▶ What you are asked to do: Using the records below, please work out how many lines contain "roads"; answer with the number alone.

===

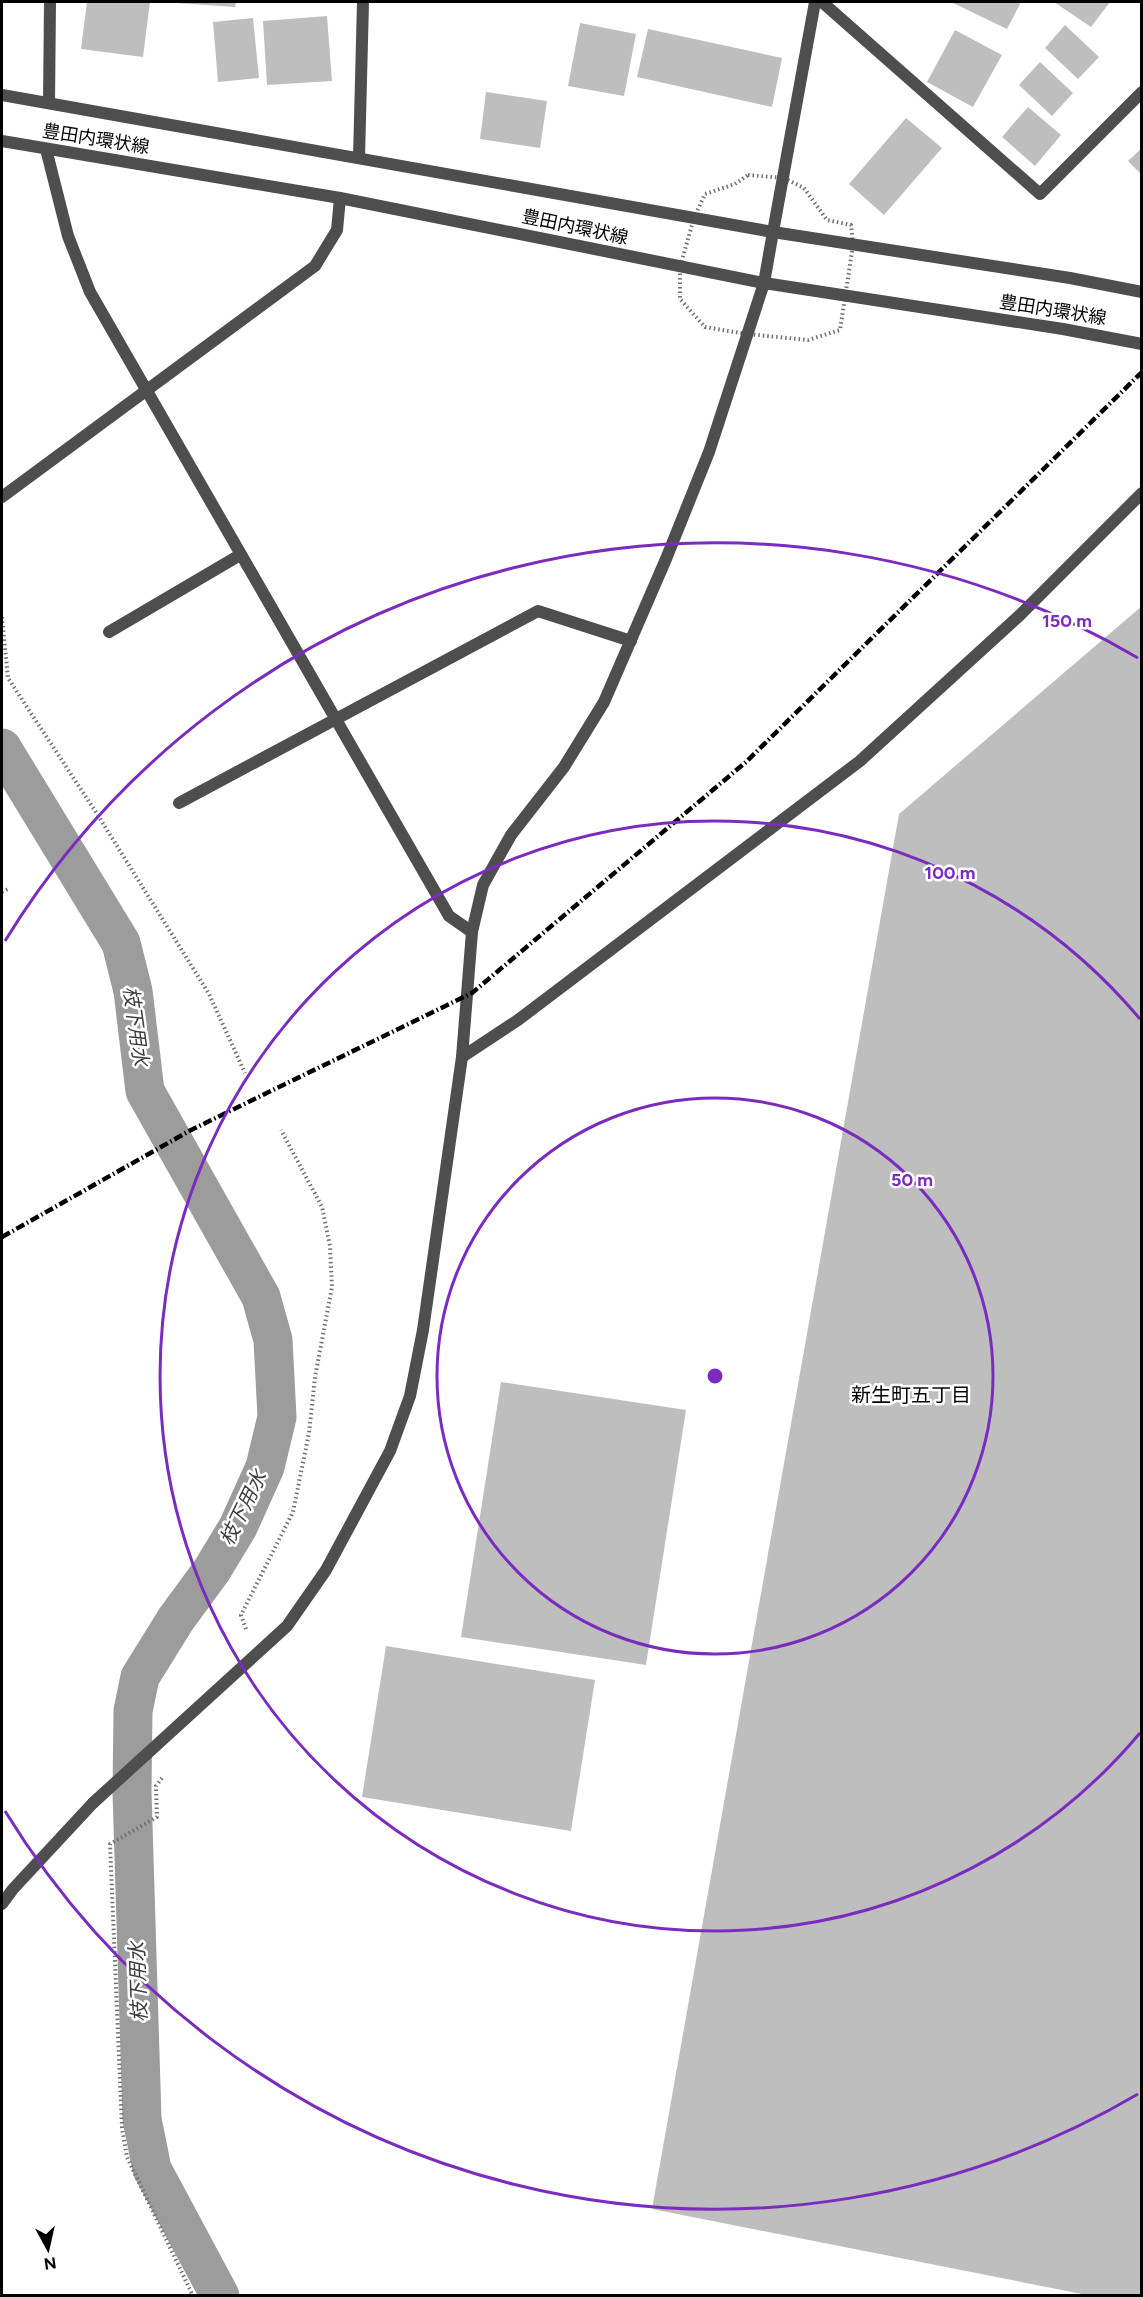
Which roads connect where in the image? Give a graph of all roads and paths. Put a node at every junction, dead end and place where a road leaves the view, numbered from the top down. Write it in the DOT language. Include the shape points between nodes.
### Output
graph roads {
  1 [pos="50,2"];
  2 [pos="363,2"];
  3 [pos="815,2"];
  4 [pos="822,2"];
  5 [pos="1142,92"];
  6 [pos="2,95"];
  7 [pos="49,103"];
  8 [pos="2,141"];
  9 [pos="46,149"];
  10 [pos="359,158"];
  11 [pos="340,198"];
  12 [pos="773,232"];
  13 [pos="764,284"];
  14 [pos="1142,292"];
  15 [pos="1142,344"];
  16 [pos="146,392"];
  17 [pos="1142,493"];
  18 [pos="2,497"];
  19 [pos="240,555"];
  20 [pos="2,617"];
  21 [pos="109,632"];
  22 [pos="631,640"];
  23 [pos="335,719"];
  24 [pos="179,803"];
  25 [pos="8,889"];
  26 [pos="2,892"];
  27 [pos="472,932"];
  28 [pos="462,1057"];
  29 [pos="245,1073"];
  30 [pos="281,1130"];
  31 [pos="246,1630"];
  32 [pos="162,1776"];
  33 [pos="2,1904"];
  34 [pos="193,2295"];
  1 -- 7 [label="street"];
  2 -- 10 [label="street"];
  3 -- 12 [label="street"];
  4 -- 5 [label="street" via="1041,194"];
  6 -- 7 [label="street, 豊田内環状線"];
  7 -- 10 [label="street, 豊田内環状線"];
  8 -- 9 [label="street, 豊田内環状線"];
  9 -- 11 [label="street, 豊田内環状線"];
  9 -- 16 [label="street" via="68,236 90,292"];
  10 -- 12 [label="street, 豊田内環状線"];
  11 -- 13 [label="street, 豊田内環状線"];
  11 -- 16 [label="street" via="337,230 315,266"];
  12 -- 13 [label="street"];
  12 -- 14 [label="street, 豊田内環状線"];
  13 -- 15 [label="street, 豊田内環状線"];
  13 -- 22 [label="street" via="709,452"];
  16 -- 18 [label="street"];
  16 -- 19 [label="street"];
  17 -- 28 [label="street" via="1020,615 860,761 518,1020"];
  19 -- 21 [label="street"];
  19 -- 23 [label="street"];
  20 -- 29 [label="path" via="8,678 209,994"];
  22 -- 23 [label="street" via="538,611"];
  22 -- 27 [label="street" via="604,702 564,767 511,835 483,885"];
  23 -- 24 [label="street"];
  23 -- 27 [label="street" via="449,916"];
  25 -- 26 [label="path"];
  27 -- 28 [label="street"];
  28 -- 33 [label="street" via="410,1396 390,1451 326,1570 287,1626 93,1803"];
  30 -- 31 [label="path" via="322,1207 330,1246 332,1287 293,1512 241,1615"];
  32 -- 34 [label="path" via="156,1786 157,1817 110,1844 122,2128 127,2157"];
}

===

▶ Answer to this exercise: 2